I’ve lived in a number of cities over my life, but my memories of Boston seem to feel stronger, maybe because of my time in Fallout 4. The layers feel like they stack on themselves, so when I reach back and picture digging through my cousin Billy’s fridge in Quincy, I can almost picture the raiders at the same time. Or when my wife and I spent an afternoon on Deer Island, fighting off an invasion of super-mutants. For all my love of St. Louis, this level of memory doesn’t exist in the same way, because I never spent time there virtually as well as physically.

When we first moved out to Boston, we met my aunt and uncle (who have lived there most of their lives) for a drink at the Shamrock Tavern on the South End. After a few rounds of Gwinnett Stouts, they were loose enough to let us in on a vital secret they knew about my new workplace.

“They’re making fake people,” my aunt hoarsely whispered. “Synths, who can replace you at a moment’s notice.”

Suddenly, my entire life whirled around me. My new job, the one I had worked my whole life to get was based on a false reality.

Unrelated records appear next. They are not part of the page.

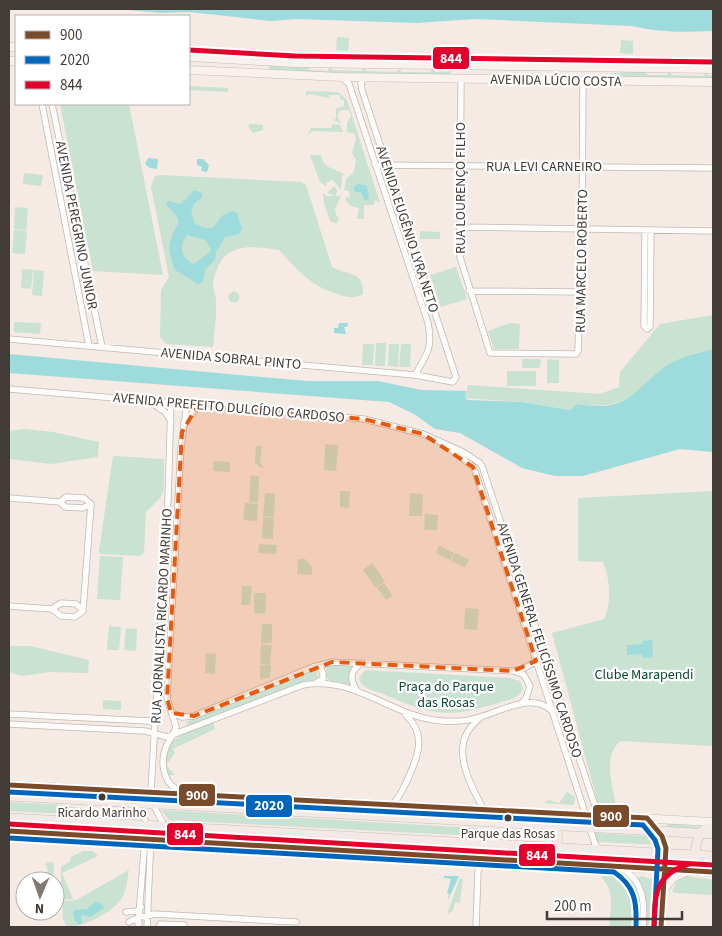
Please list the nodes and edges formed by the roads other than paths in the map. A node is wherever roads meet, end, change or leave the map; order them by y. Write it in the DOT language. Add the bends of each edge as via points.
graph roads {
  1 [pos="190,58"];
  2 [pos="190,58"];
  3 [pos="295,63"];
  4 [pos="508,67"];
  5 [pos="190,68"];
  6 [pos="630,68"];
  7 [pos="190,69"];
  8 [pos="713,69"];
  9 [pos="287,76"];
  10 [pos="342,77"];
  11 [pos="365,77"];
  12 [pos="460,79"];
  13 [pos="508,79"];
  14 [pos="584,80"];
  15 [pos="625,81"];
  16 [pos="713,82"];
  17 [pos="42,105"];
  18 [pos="52,105"];
  19 [pos="386,164"];
  20 [pos="375,165"];
  21 [pos="459,165"];
  22 [pos="583,166"];
  23 [pos="713,168"];
  24 [pos="77,223"];
  25 [pos="66,225"];
  26 [pos="459,227"];
  27 [pos="582,229"];
  28 [pos="648,230"];
  29 [pos="713,231"];
  30 [pos="411,239"];
  31 [pos="401,242"];
  32 [pos="469,291"];
  33 [pos="91,292"];
  34 [pos="581,292"];
  35 [pos="79,294"];
  36 [pos="438,321"];
  37 [pos="428,323"];
  38 [pos="9,339"];
  39 [pos="89,346"];
  40 [pos="102,347"];
  41 [pos="578,353"];
  42 [pos="415,375"];
  43 [pos="452,382"];
  44 [pos="9,389"];
  45 [pos="147,400"];
  46 [pos="171,402"];
  47 [pos="187,404"];
  48 [pos="206,406"];
  49 [pos="172,423"];
  50 [pos="183,425"];
  51 [pos="444,445"];
  52 [pos="170,447"];
  53 [pos="181,448"];
  54 [pos="481,465"];
  55 [pos="474,469"];
  56 [pos="9,498"];
  57 [pos="168,500"];
  58 [pos="177,501"];
  59 [pos="60,502"];
  60 [pos="91,504"];
  61 [pos="502,525"];
  62 [pos="494,529"];
  63 [pos="515,564"];
  64 [pos="506,568"];
  65 [pos="164,574"];
  66 [pos="172,574"];
  67 [pos="9,606"];
  68 [pos="52,609"];
  69 [pos="83,611"];
  70 [pos="536,628"];
  71 [pos="526,630"];
  72 [pos="159,653"];
  73 [pos="168,654"];
  74 [pos="536,661"];
  75 [pos="365,662"];
  76 [pos="313,667"];
  77 [pos="513,671"];
  78 [pos="317,682"];
  79 [pos="358,691"];
  80 [pos="521,704"];
  81 [pos="210,709"];
  82 [pos="402,710"];
  83 [pos="552,711"];
  84 [pos="171,713"];
  85 [pos="9,714"];
  86 [pos="481,717"];
  87 [pos="155,718"];
  88 [pos="214,720"];
  89 [pos="136,721"];
  90 [pos="566,721"];
  91 [pos="9,724"];
  92 [pos="556,725"];
  93 [pos="136,731"];
  94 [pos="154,734"];
  95 [pos="172,736"];
  96 [pos="9,785"];
  97 [pos="54,787"];
  98 [pos="150,791"];
  99 [pos="184,793"];
  100 [pos="9,796"];
  101 [pos="104,801"];
  102 [pos="340,802"];
  103 [pos="134,803"];
  104 [pos="152,804"];
  105 [pos="392,805"];
  106 [pos="265,810"];
  107 [pos="484,810"];
  108 [pos="545,812"];
  109 [pos="585,814"];
  110 [pos="598,815"];
  111 [pos="9,818"];
  112 [pos="647,818"];
  113 [pos="713,822"];
  114 [pos="554,825"];
  115 [pos="148,826"];
  116 [pos="167,827"];
  117 [pos="589,827"];
  118 [pos="713,827"];
  119 [pos="9,831"];
  120 [pos="657,831"];
  121 [pos="701,833"];
  122 [pos="713,834"];
  123 [pos="148,839"];
  124 [pos="246,844"];
  125 [pos="555,848"];
  126 [pos="598,850"];
  127 [pos="666,854"];
  128 [pos="438,855"];
  129 [pos="696,855"];
  130 [pos="713,856"];
  131 [pos="502,859"];
  132 [pos="147,861"];
  133 [pos="616,865"];
  134 [pos="666,868"];
  135 [pos="692,871"];
  136 [pos="710,872"];
  137 [pos="663,890"];
  138 [pos="149,909"];
  139 [pos="126,912"];
  140 [pos="139,912"];
  141 [pos="151,915"];
  142 [pos="129,922"];
  143 [pos="296,922"];
  144 [pos="138,925"];
  145 [pos="184,926"];
  146 [pos="147,927"];
  147 [pos="159,927"];
  148 [pos="476,927"];
  149 [pos="644,927"];
  150 [pos="661,927"];
  1 -- 3 [label="main road, AVENIDA LÚCIO COSTA"];
  2 -- 5 [label="main road" via="196,64"];
  3 -- 4 [label="main road, AVENIDA LÚCIO COSTA"];
  3 -- 9 [label="main road" via="269,64 266,67 268,71"];
  4 -- 6 [label="main road, AVENIDA LÚCIO COSTA"];
  4 -- 13 [label="main road" via="528,73"];
  6 -- 8 [label="main road, AVENIDA LÚCIO COSTA"];
  6 -- 15 [label="main road" via="603,74"];
  7 -- 9 [label="main road, AVENIDA LÚCIO COSTA"];
  9 -- 10 [label="main road, AVENIDA LÚCIO COSTA"];
  10 -- 11 [label="main road, AVENIDA LÚCIO COSTA"];
  10 -- 20 [label="street, AVENIDA EUGÊNIO LYRA NETO" via="349,84"];
  11 -- 12 [label="main road, AVENIDA LÚCIO COSTA"];
  11 -- 19 [label="street, AVENIDA EUGÊNIO LYRA NETO" via="361,82 362,90"];
  12 -- 13 [label="main road, AVENIDA LÚCIO COSTA"];
  12 -- 21 [label="street, RUA LOURENÇO FILHO"];
  13 -- 14 [label="main road, AVENIDA LÚCIO COSTA"];
  14 -- 15 [label="main road, AVENIDA LÚCIO COSTA"];
  14 -- 22 [label="street, RUA MARCELO ROBERTO"];
  15 -- 16 [label="main road, AVENIDA LÚCIO COSTA"];
  17 -- 25 [label="street, AVENIDA PEREGRINO JUNIOR"];
  18 -- 24 [label="street, AVENIDA PEREGRINO JUNIOR"];
  19 -- 20 [label="street, RUA LEVI CARNEIRO"];
  19 -- 21 [label="street, RUA LEVI CARNEIRO"];
  19 -- 30 [label="street, AVENIDA EUGÊNIO LYRA NETO"];
  20 -- 31 [label="street, AVENIDA EUGÊNIO LYRA NETO"];
  21 -- 22 [label="street, RUA LEVI CARNEIRO"];
  21 -- 26 [label="street, RUA LOURENÇO FILHO"];
  22 -- 23 [label="street, RUA LEVI CARNEIRO"];
  22 -- 27 [label="street, RUA MARCELO ROBERTO"];
  24 -- 25 [label="street"];
  24 -- 33 [label="street, AVENIDA PEREGRINO JUNIOR"];
  25 -- 35 [label="street, AVENIDA PEREGRINO JUNIOR"];
  26 -- 27 [label="street"];
  26 -- 32 [label="street, RUA LOURENÇO FILHO" via="461,264"];
  27 -- 28 [label="street"];
  27 -- 34 [label="street, RUA MARCELO ROBERTO"];
  28 -- 28 [label="street" via="644,326 647,329 650,326"];
  28 -- 29 [label="street"];
  30 -- 31 [label="street"];
  30 -- 36 [label="street, AVENIDA EUGÊNIO LYRA NETO"];
  31 -- 37 [label="street, AVENIDA EUGÊNIO LYRA NETO"];
  32 -- 34 [label="street"];
  32 -- 41 [label="street, RUA LOURENÇO FILHO" via="490,353"];
  33 -- 35 [label="street"];
  33 -- 40 [label="street, AVENIDA PEREGRINO JUNIOR"];
  34 -- 41 [label="street, RUA MARCELO ROBERTO"];
  35 -- 39 [label="street, AVENIDA PEREGRINO JUNIOR"];
  36 -- 37 [label="street"];
  36 -- 43 [label="street, AVENIDA EUGÊNIO LYRA NETO" via="456,377"];
  37 -- 42 [label="street, AVENIDA EUGÊNIO LYRA NETO" via="431,345"];
  38 -- 39 [label="street, AVENIDA SOBRAL PINTO"];
  39 -- 40 [label="street, AVENIDA SOBRAL PINTO"];
  40 -- 42 [label="street, AVENIDA SOBRAL PINTO"];
  42 -- 43 [label="street, AVENIDA SOBRAL PINTO"];
  44 -- 45 [label="street, AVENIDA PREFEITO DULCÍDIO CARDOSO"];
  45 -- 46 [label="street, AVENIDA PREFEITO DULCÍDIO CARDOSO"];
  45 -- 49 [label="street" via="165,412"];
  46 -- 47 [label="street, AVENIDA PREFEITO DULCÍDIO CARDOSO"];
  46 -- 49 [label="street, RUA JORNALISTA RICARDO MARINHO"];
  47 -- 48 [label="street, AVENIDA PREFEITO DULCÍDIO CARDOSO"];
  47 -- 50 [label="street, RUA JORNALISTA RICARDO MARINHO"];
  48 -- 50 [label="street" via="196,410"];
  48 -- 51 [label="street, AVENIDA PREFEITO DULCÍDIO CARDOSO" via="364,419 423,434"];
  49 -- 52 [label="street, RUA JORNALISTA RICARDO MARINHO"];
  50 -- 53 [label="street, RUA JORNALISTA RICARDO MARINHO"];
  51 -- 54 [label="street" via="469,455"];
  51 -- 55 [label="street"];
  52 -- 53 [label="street"];
  52 -- 57 [label="street, RUA JORNALISTA RICARDO MARINHO"];
  53 -- 58 [label="street, RUA JORNALISTA RICARDO MARINHO"];
  54 -- 55 [label="street" via="480,471"];
  54 -- 61 [label="street, AVENIDA GENERAL FELICÍSSIMO CARDOSO"];
  55 -- 62 [label="street, AVENIDA GENERAL FELICÍSSIMO CARDOSO"];
  56 -- 59 [label="street"];
  57 -- 58 [label="street"];
  57 -- 65 [label="street, RUA JORNALISTA RICARDO MARINHO"];
  58 -- 66 [label="street, RUA JORNALISTA RICARDO MARINHO"];
  59 -- 60 [label="street" via="65,507 84,508"];
  59 -- 60 [label="street" via="66,497 84,498"];
  60 -- 69 [label="street"];
  61 -- 62 [label="street" via="496,524"];
  61 -- 63 [label="street, AVENIDA GENERAL FELICÍSSIMO CARDOSO"];
  62 -- 64 [label="street, AVENIDA GENERAL FELICÍSSIMO CARDOSO"];
  63 -- 64 [label="street" via="511,569"];
  63 -- 70 [label="street, AVENIDA GENERAL FELICÍSSIMO CARDOSO"];
  64 -- 71 [label="street, AVENIDA GENERAL FELICÍSSIMO CARDOSO"];
  65 -- 66 [label="street"];
  65 -- 72 [label="street, RUA JORNALISTA RICARDO MARINHO"];
  66 -- 73 [label="street, RUA JORNALISTA RICARDO MARINHO"];
  67 -- 68 [label="street"];
  68 -- 69 [label="street" via="61,604 76,604"];
  68 -- 69 [label="street" via="61,616 75,617"];
  70 -- 71 [label="street" via="532,626"];
  70 -- 90 [label="street, AVENIDA GENERAL FELICÍSSIMO CARDOSO"];
  71 -- 74 [label="street, AVENIDA GENERAL FELICÍSSIMO CARDOSO"];
  72 -- 73 [label="street" via="164,651"];
  72 -- 87 [label="street, RUA JORNALISTA RICARDO MARINHO"];
  73 -- 84 [label="street, RUA JORNALISTA RICARDO MARINHO" via="166,698"];
  74 -- 77 [label="street"];
  74 -- 83 [label="street, AVENIDA GENERAL FELICÍSSIMO CARDOSO"];
  75 -- 76 [label="street" via="332,662"];
  75 -- 77 [label="street"];
  75 -- 79 [label="street" via="356,667 352,675"];
  76 -- 78 [label="street" via="320,668 323,673 323,679"];
  76 -- 81 [label="street"];
  77 -- 80 [label="street" via="524,675 530,686"];
  78 -- 79 [label="street"];
  78 -- 88 [label="street"];
  79 -- 82 [label="street"];
  80 -- 83 [label="street" via="542,704"];
  80 -- 86 [label="street"];
  81 -- 84 [label="street" via="187,717"];
  81 -- 88 [label="street" via="209,716"];
  82 -- 86 [label="street" via="439,721"];
  82 -- 105 [label="street" via="417,729 420,746 403,791"];
  83 -- 92 [label="street, AVENIDA GENERAL FELICÍSSIMO CARDOSO"];
  84 -- 95 [label="street, RUA JORNALISTA RICARDO MARINHO" via="176,723"];
  85 -- 89 [label="street"];
  86 -- 107 [label="street" via="466,735 462,752"];
  87 -- 89 [label="street"];
  87 -- 94 [label="street, RUA JORNALISTA RICARDO MARINHO"];
  88 -- 95 [label="street"];
  89 -- 93 [label="street" via="140,726"];
  90 -- 92 [label="street" via="563,726"];
  90 -- 110 [label="street, AVENIDA GENERAL FELICÍSSIMO CARDOSO"];
  91 -- 93 [label="street"];
  92 -- 109 [label="street, AVENIDA GENERAL FELICÍSSIMO CARDOSO"];
  93 -- 94 [label="street"];
  94 -- 95 [label="street"];
  94 -- 98 [label="street, RUA JORNALISTA RICARDO MARINHO"];
  95 -- 99 [label="street, RUA JORNALISTA RICARDO MARINHO" via="164,754 163,768 172,786"];
  96 -- 97 [label="main road"];
  97 -- 98 [label="main road"];
  97 -- 101 [label="highway" via="61,792"];
  98 -- 99 [label="main road"];
  98 -- 104 [label="street, RUA JORNALISTA RICARDO MARINHO"];
  99 -- 102 [label="main road"];
  100 -- 101 [label="highway"];
  101 -- 103 [label="highway"];
  102 -- 105 [label="main road"];
  102 -- 106 [label="highway"];
  103 -- 104 [label="highway"];
  103 -- 115 [label="street"];
  104 -- 106 [label="highway"];
  104 -- 116 [label="street, RUA JORNALISTA RICARDO MARINHO"];
  105 -- 107 [label="main road"];
  106 -- 114 [label="highway"];
  107 -- 108 [label="main road"];
  108 -- 109 [label="main road"];
  108 -- 114 [label="highway"];
  109 -- 110 [label="main road"];
  109 -- 117 [label="street, AVENIDA GENERAL FELICÍSSIMO CARDOSO"];
  110 -- 112 [label="main road"];
  111 -- 115 [label="highway"];
  112 -- 113 [label="main road"];
  112 -- 120 [label="street"];
  114 -- 117 [label="highway"];
  114 -- 125 [label="highway" via="558,839"];
  115 -- 116 [label="highway"];
  115 -- 123 [label="street"];
  116 -- 124 [label="highway"];
  116 -- 125 [label="highway"];
  117 -- 120 [label="highway"];
  117 -- 126 [label="street, AVENIDA GENERAL FELICÍSSIMO CARDOSO"];
  118 -- 121 [label="highway"];
  119 -- 123 [label="main road"];
  120 -- 121 [label="highway"];
  120 -- 127 [label="street" via="665,842"];
  121 -- 122 [label="highway"];
  121 -- 129 [label="highway"];
  123 -- 124 [label="main road"];
  123 -- 132 [label="street"];
  124 -- 128 [label="main road"];
  125 -- 126 [label="highway"];
  125 -- 128 [label="highway" via="547,854 450,851"];
  126 -- 127 [label="highway"];
  126 -- 133 [label="street"];
  127 -- 129 [label="highway"];
  127 -- 134 [label="street"];
  128 -- 131 [label="main road"];
  129 -- 130 [label="highway"];
  129 -- 136 [label="highway" via="699,863"];
  131 -- 133 [label="main road"];
  131 -- 148 [label="street" via="480,865"];
  132 -- 138 [label="street"];
  132 -- 140 [label="street"];
  133 -- 134 [label="main road"];
  133 -- 149 [label="street" via="628,872 640,886"];
  134 -- 135 [label="main road"];
  134 -- 137 [label="street"];
  135 -- 136 [label="main road"];
  135 -- 137 [label="main road" via="674,877"];
  137 -- 150 [label="street"];
  138 -- 140 [label="street" via="144,906"];
  138 -- 141 [label="street"];
  139 -- 140 [label="street"];
  140 -- 141 [label="street" via="144,918"];
  140 -- 144 [label="street"];
  141 -- 143 [label="street"];
  141 -- 146 [label="street"];
  142 -- 144 [label="street" via="134,919"];
  145 -- 147 [label="street" via="160,924"];
}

I had to learn more, and the more I dug, the more I wished I hadn’t found out anything at all. After all, how was I, a lowly book editor with a decent intelligence and charisma level but low endurance and even less perception going to survive in the hellish Bostonian wasteland.

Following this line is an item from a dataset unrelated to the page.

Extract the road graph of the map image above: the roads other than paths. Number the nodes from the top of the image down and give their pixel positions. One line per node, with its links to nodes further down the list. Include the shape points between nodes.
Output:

A figure in a trenchcoat and fedora walks the dimly lit streets of a post-apocalyptic city.

Only by returning to St. Louis can I now reflect on just how lucky I was to survive that traumatic experience out on the East Coast, but the memories persist. After my aunt and uncle revealed the truth, I had to make a choice: would I keep my current position, knowing that my employer was working on something that could potentially end mankind? Or, should I join up with an underground force and seek to end their domination of what the Institute clearly felt was an inferior species? Or, and this is perhaps my least favorite idea, should I join the military, the cops, the fucking fascists? I was in my early thirties – I had options.

It was only after traveling south, past the Glowing Sea to Taunton, just north of Providence, that I knew what choice I had to make. I was meeting with a potential author, Virgil, who had experienced a life altering mutation at the hands of the Institute – you could hardly call him human anymore. I knew after hearing his book pitch, that I had to reveal the truth. I had to tell his story and publish his book, no matter the cost to my career. I traipsed back to Diamond City and filled Piper in, and we launched the new serialized periodical and later a bound book, confronting everything my now former employer was doing.

In hindsight, it was a foolish maneuver, but it felt only right at the time. It was the only way to stop the oncoming war. It was the only way to keep the tentative peace that had evolved since the bombs fell over 200 years ago. Because the most important thing I could do in Boston was prevent a new war. Because war…

War never changes.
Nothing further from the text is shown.